Bickerton's most important previous contribution to the study of language origins has been his proposal of a protolanguage, and the book's strongest point is its defense of that idea against Noam Chomsky who denies that protolanguage is even possible. Bickerton uses his familiarity with pidgins to great advantage and I will discuss protolanguage in next week's post.
Most disappointing the book's lack of new insights into either the nature of language or what it means to be a human. In short, I’m not very startled by this book, and that’s a great letdown because I have been looking forward to its release. Bickerton is a lively iconoclast who brings zest to his style and he moves right along. His books is fifty times the breezier read than Michael Tomasello’s Origins of Human Communication, but Tomasello’s book is fifty times more important.
At the book’s outset Bickerton makes an amazingly cocky statement:
Fortunately for the publisher, it doesn’t seem to be a money-back guarantee.
I was equally underwhelmed by Bickerton's book. I really can't understand how he can claim that the communicative capacities of other great apes are an insufficient platform for language evolution without mentioning any of the important work done by Tomasello and others.
I was also quite baffled by his handwaving confounding of language and (compositional) thought. This even more so given that he mentions Penn et al.'s Relational Reinterpretation-Paper int the Behavioral and Brain Sciences but fails to adress any of their arguments or any of the arguments for a Language of Thought, for that matter.
Posted by: Michael | April 20, 2009 at 08:03 AM
"Third, Bickerton explicitly rejects the notion that language has been the target of natural selection."
Note 1:
Bickerton merely says that it is not possible to find a convincing answer to the question "Language evolved, so language had to be selected for. Well then, what selected for it?"
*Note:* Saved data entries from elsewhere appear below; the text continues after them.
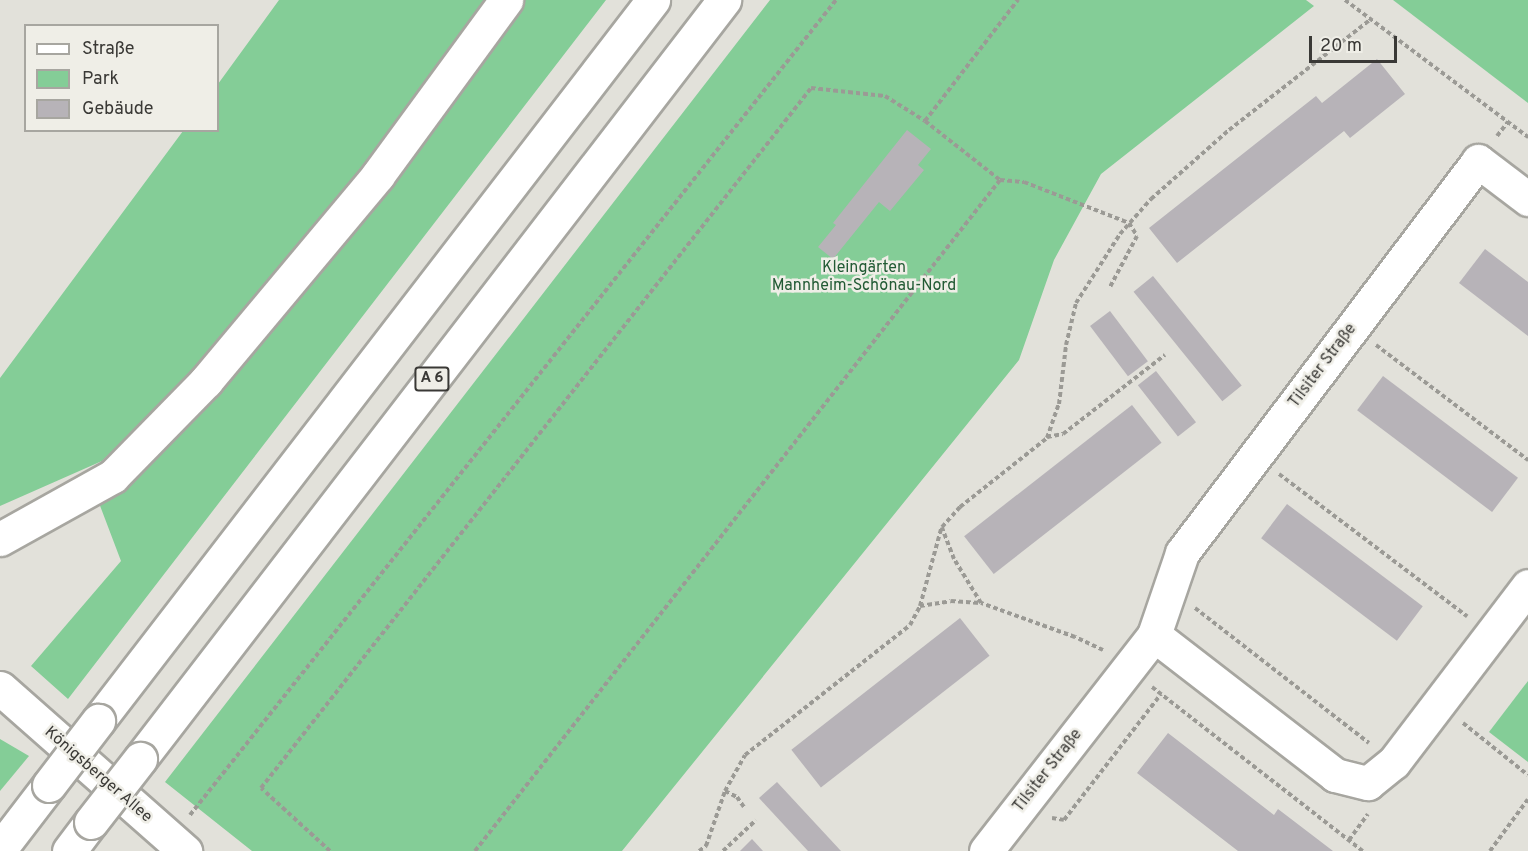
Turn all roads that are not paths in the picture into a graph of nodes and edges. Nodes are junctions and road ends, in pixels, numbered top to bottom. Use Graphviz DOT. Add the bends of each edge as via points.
graph roads {
  1 [pos="506,0"];
  2 [pos="653,0"];
  3 [pos="724,0"];
  4 [pos="1528,199"];
  5 [pos="0,540"];
  6 [pos="1528,586"];
  7 [pos="1154,635"];
  8 [pos="6,693"];
  9 [pos="178,845"];
  10 [pos="0,849"];
  11 [pos="69,851"];
  12 [pos="986,851"];
  1 -- 5 [label="main road" via="378,175 206,381 113,476"];
  2 -- 10 [label="main road, bridge"];
  3 -- 11 [label="main road, A 6, bridge"];
  4 -- 7 [label="main road, Tilsiter Straße" via="1478,161 1182,553"];
  6 -- 7 [label="main road" via="1394,762 1368,783 1335,775"];
  7 -- 12 [label="main road, Tilsiter Straße"];
  8 -- 9 [label="main road, Königsberger Allee"];
}
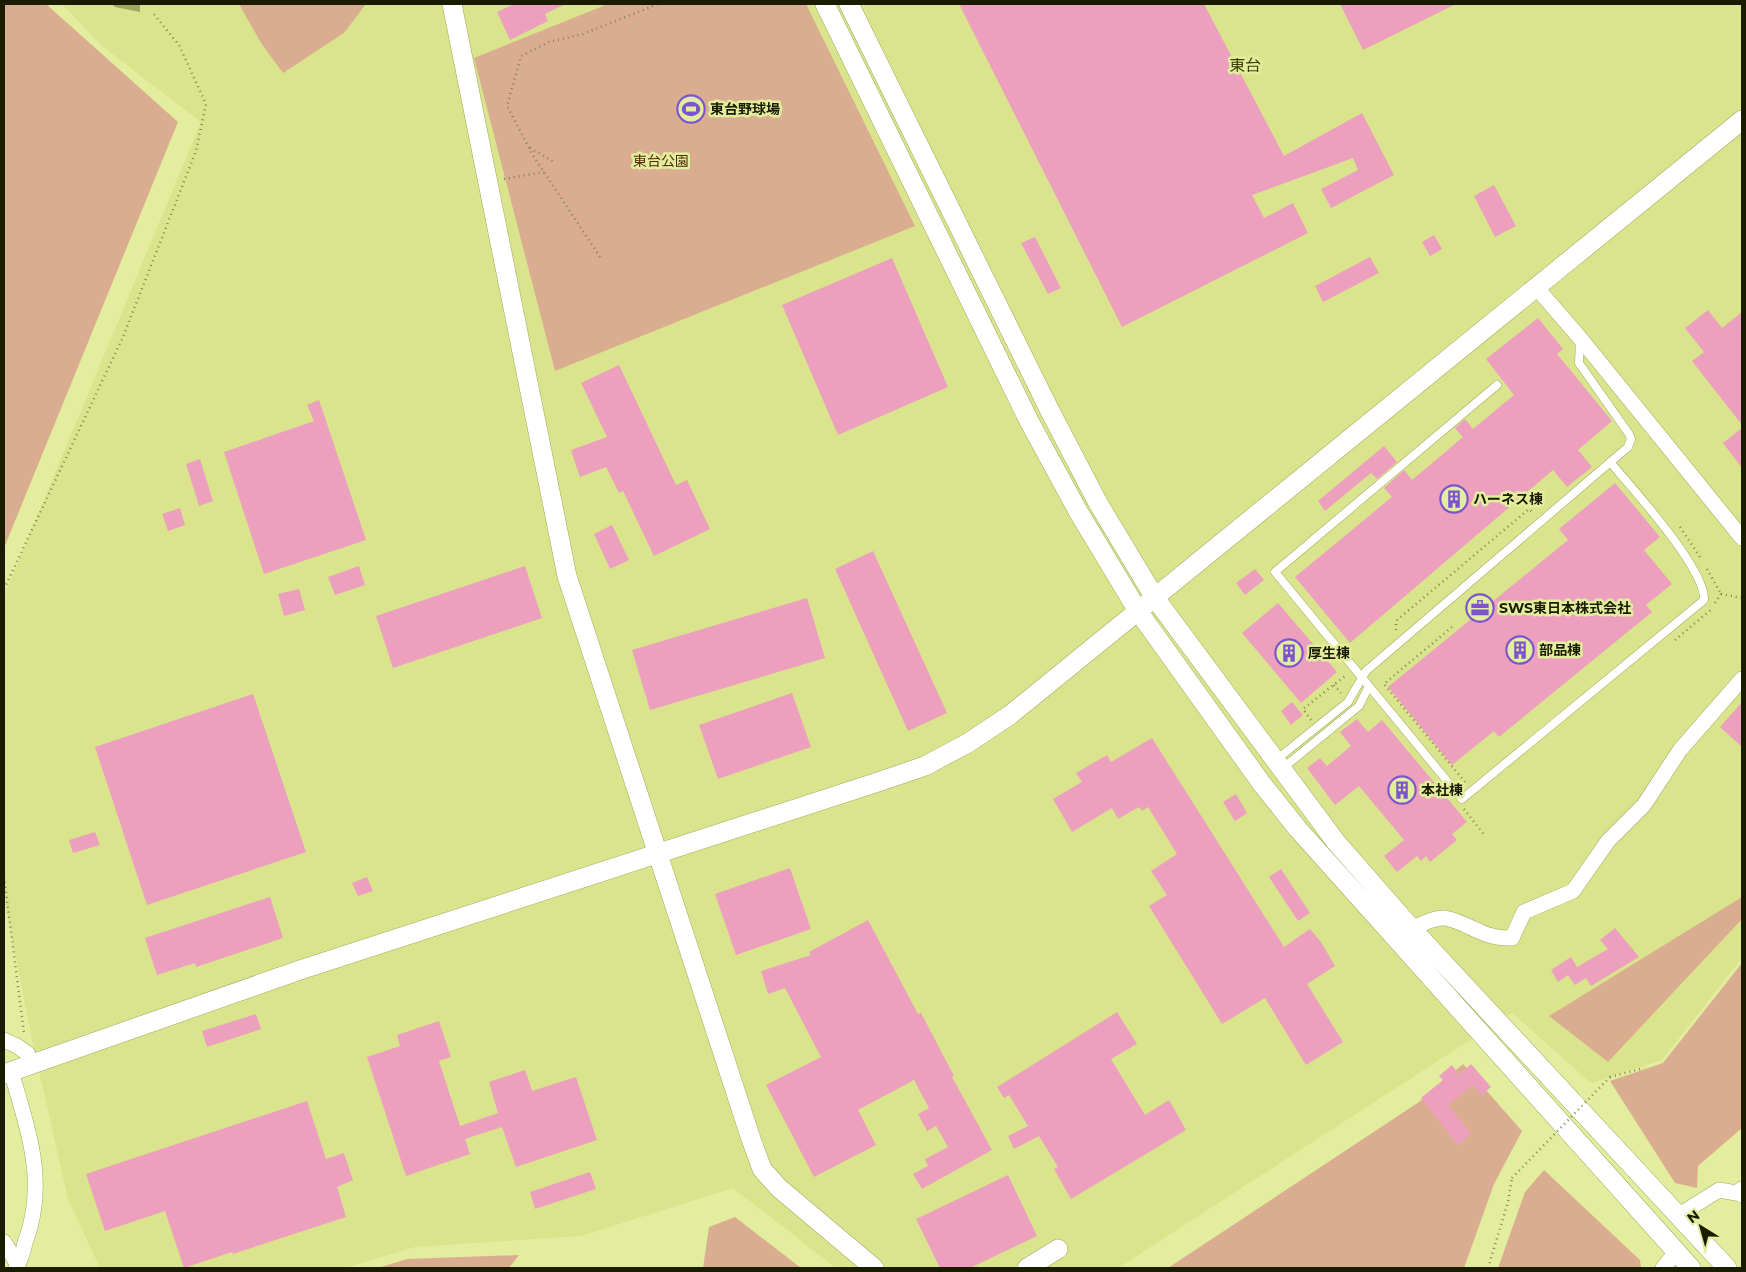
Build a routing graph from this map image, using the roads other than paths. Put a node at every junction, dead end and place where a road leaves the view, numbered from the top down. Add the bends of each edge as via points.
1 (452, 4) edge
2 (825, 4) edge
3 (849, 4) edge
4 (1742, 120) edge
5 (1536, 287) junction
6 (1580, 338) junction
7 (1497, 385) dead end
8 (1610, 462) junction
9 (1742, 538) edge
10 (1155, 598) junction
11 (1138, 611) junction
12 (1361, 677) junction
13 (1742, 679) edge
14 (1369, 686) junction
15 (1279, 765) junction
16 (658, 854) junction
17 (1412, 929) junction
18 (4, 1040) edge
19 (28, 1059) junction
20 (7, 1072) edge
21 (1742, 1193) edge
22 (1679, 1215) junction
23 (4, 1242) edge
24 (1058, 1249) dead end
25 (1676, 1252) junction
26 (17, 1267) edge
27 (874, 1268) edge
28 (1027, 1268) edge
29 (1663, 1268) edge
30 (1691, 1268) edge
31 (1728, 1268) edge

1 - 16 street via 567,576
2 - 11 street via 1029,421
3 - 10 street via 1054,419 1098,503
4 - 5 street
5 - 6 street
5 - 10 street
6 - 8 lane via 1579,363 1631,439 1628,447
6 - 9 street
7 - 12 lane via 1275,572
8 - 12 lane
8 - 14 lane via 1684,554 1704,600 1462,799
10 - 11 street
10 - 15 street
11 - 16 street via 1010,715 925,766
11 - 25 street via 1297,828
12 - 14 lane
12 - 15 lane via 1353,697
13 - 17 street via 1680,750 1644,805 1608,841 1573,891 1524,912 1512,938 1494,938 1444,918
14 - 15 lane via 1359,706
15 - 17 street via 1336,842
16 - 19 street
16 - 27 street via 762,1169 779,1188
17 - 22 street
18 - 19 street via 17,1046
19 - 20 street
20 - 26 street via 33,1144 35,1175 36,1200 29,1235
21 - 22 street via 1719,1190
22 - 31 street
23 - 26 street
24 - 28 street
25 - 29 street
25 - 30 street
The problem is that language is a very highly developed feature and before you can have language you must first have more primitive components that eventually combine to make language. Rather than asking about what selected for the full-blown language that we use every day (and whose development left few, if any, traces in the fossil record), start at an earlier time and instead ask the question "What might be the precursors of language? What changes could have been selected for that produced the precursors of language in our ancestors?"
Note 2:
If the FOXP2 gene is responsible for language then where is my talking finch, gorilla, and ferret? Would perhaps language somehow not provide an advantage to those animals as it does to us humans?